僕の反応を見て彼のお茶を入れる手が止まる。

僕は彼との距離を一気に詰めて聞いた。


「イザナミは……なんともないんですよねっ……!」


イザナミの安否が心配で仕方がなかった。

しかし必死に聞く僕に対して彼の表情は案の定といった様子。

少しばかり俯きながら──


「そうだな……イザナミは──」



〇〇〇


「イザナミちゃん大丈夫ー?」

「メシアは日本で頑張ってるので出来るのは私しかいません……大丈夫も何も、やるしかないんです」

「まあそうだけど……無理しなくていいんだからね?」


APEX社アメリカ支部にてイザナミと彼女担当の幹部A0-5が会話を交わしていた。

真夜中、夜空──イザナミは天に向かって手をかざしている。

この時彼女に与えられた任務はムーティアライトの破壊。

僕では攻撃がまだ届かない位置にあること、大賢高校のことも含めて僕ではなく彼女が抜擢された。


しかし彼女もまた自信がある訳ではなかった。

引き下がれない──ただそれだけの理由で彼女はその場に立っていた。

周囲の芝生や木々が風で揺れる。

イザナミとA0-5の髪を靡かせた。


「もう……やります……!」

「ほんとに無理しないで大丈夫だからねー?」

「……はい」


イザナミは今一度しっかり地面を踏み込むと大きく息を吸い込んだ。

実力は僕と同等の彼女──

彼女の胸の中央にファンが構築され、それが高速で回転を始める。

それによって周囲のエネルギーを取り込むとファンは光を放った。


更にそれに加えて彼女自身が持つ力も同時に込める。

全身がきしむように痛みスムーズに体を動かせない。

彼女は再びゆっくりと腕を夜空に向け、もう一方の手でそれをおさえた。


「……っ!」


全身に蓄積したエネルギーが体を伝って片腕に全て収束する。

痺れる、激痛、涙が出ていた。

でも彼女は一度目を瞑りそれを振り払い、覚悟を決めて見開いた。


「あ"あ"あ"あ"あ"ああぁぁッッ────!!」


射出時の激痛に耐えかねて彼女は叫び声をあげる。

天へと向けた手のひらの先からは巨大な光線が放出された。

その勢いで周囲には暴風、彼女自身の足も耐えきれずにぐにゃりと曲がり潰れる。


天高く伸びたその光の柱もムーティアライトには届きはしたものの──何のダメージも与えることはかなわなかった。


〇〇〇



「──イザナミはボロボロだ」

「はぁっ……!?」

「彼女は我々APEX社と共同ですべてのエネルギーを使ってムーティアライト破壊を試みた……」


ハァハァハァハァ──

走った直後かのように過呼吸になっていく僕。

イザナミの無惨な姿が脳裏に浮かび、気が気ではなかった。


嘘だ嘘だ嘘だ──


そんなふうに何度も呪文のように自分自身に唱える。

毎晩しつこく電話をかけ、元気だったイザナミの現状を信じたくなかった。


「でもイザナミは死んじゃいない。
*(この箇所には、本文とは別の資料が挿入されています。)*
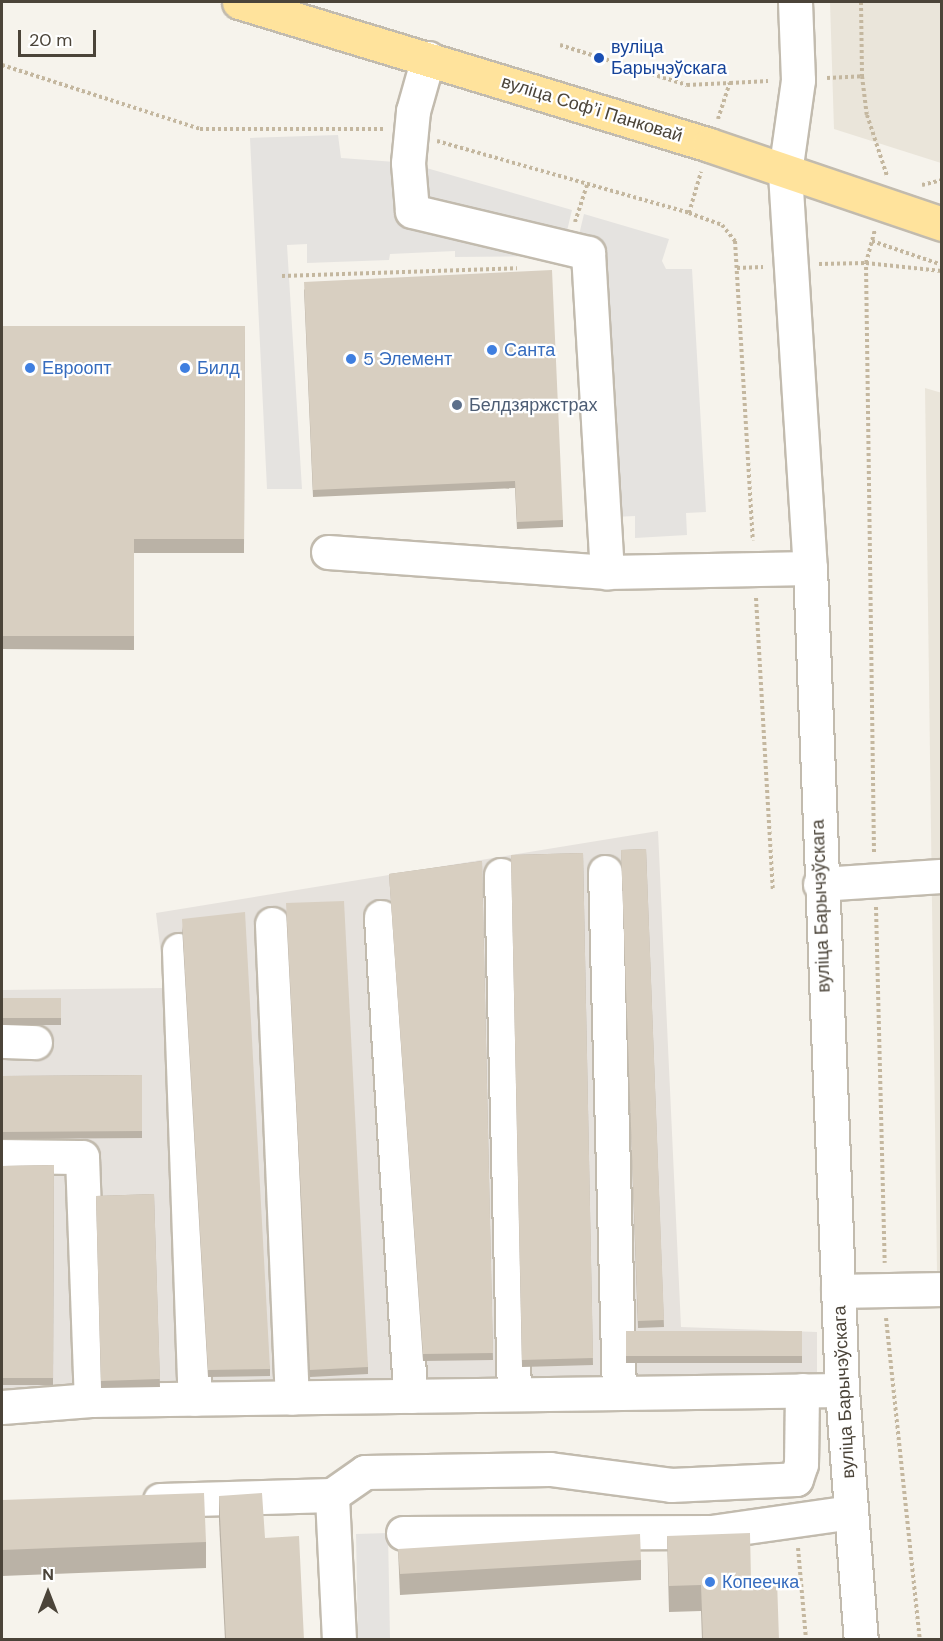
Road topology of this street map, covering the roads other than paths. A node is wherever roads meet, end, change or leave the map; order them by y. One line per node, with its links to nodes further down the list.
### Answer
1 (239, 2): 3 (main road, вуліца Софʼі Панковай)
2 (795, 2): 4 (street, вуліца Барычэўскага)
3 (428, 58): 4 (main road, вуліца Софʼі Панковай); 8 (street)
4 (785, 173): 5 (main road, вуліца Софʼі Панковай); 7 (street, вуліца Барычэўскага)
5 (942, 224)
6 (328, 552): 8 (street)
7 (810, 568): 8 (street); 12 (street, вуліца Барычэўскага)
8 (607, 572)
9 (605, 872): 23 (street)
10 (501, 875): 24 (street)
11 (942, 876): 12 (street)
12 (820, 884): 20 (street, вуліца Барычэўскага)
13 (381, 917): 25 (street)
14 (272, 924): 26 (street)
15 (179, 950): 27 (street)
16 (2, 1041): 17 (street)
17 (34, 1042)
18 (2, 1156): 28 (street)
19 (942, 1289): 20 (street)
20 (838, 1291): 21 (street, вуліца Барычэўскага)
21 (842, 1389): 22 (street); 32 (street, вуліца Барычэўскага)
22 (802, 1390): 23 (street); 30 (street)
23 (619, 1393): 24 (street)
24 (514, 1394): 25 (street)
25 (410, 1396): 26 (street)
26 (292, 1398): 27 (street)
27 (195, 1399): 28 (street)
28 (91, 1400): 29 (street)
29 (2, 1407)
30 (332, 1495): 31 (street); 34 (street)
31 (131, 1501)
32 (851, 1512): 33 (street); 35 (street, вуліца Барычэўскага)
33 (403, 1533)
34 (339, 1640)
35 (861, 1640)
彼女も君と同じ究極生命体、大丈夫だメシア」

「ダメージを受けてる時点で大丈夫じゃっ……ないでしょっ……!」

「……そうかもしれない、だが今は嘆いている暇はないんだ」

「……やってやります、僕が」


決意を固めた。

復讐心がそれを後押ししたのだ。

そしてA0-1はその言葉を聞くとこくりと頷いて口を開いた。


「──では本題に戻ろう。彼女のすべてのエネルギーを使った攻撃によってわかったことが一つある」


トン──


A0-1は湯呑に注がれたお茶をグイっと一気飲みし、音を立てて机に湯呑を置く。

僕の固唾を飲む音と、机に湯呑が置かれた音が会議室に聞こえた。

そして彼は大きく息を吸い込み──


「それは……ムーティアライトに攻撃が効かないということだ」

「攻撃が……効かない……?」

「厳密に言うなら、『物理攻撃が効かないと思えるほどの耐久性をもつ』と言ったほうが正しい。イザナミの全力を受けても、ムーティアライトのその受けた表面は数ミリも削れていなかった」

「……っ!?」


その事実を聞き、戦慄した。



□□□


イザナミは究極生命体の中で一番の安定性をもつ。

攻撃をずっと高火力の状態で保ち続けたり、物質構築能力を使って周りの環境を自分の思うがままにしたりできる。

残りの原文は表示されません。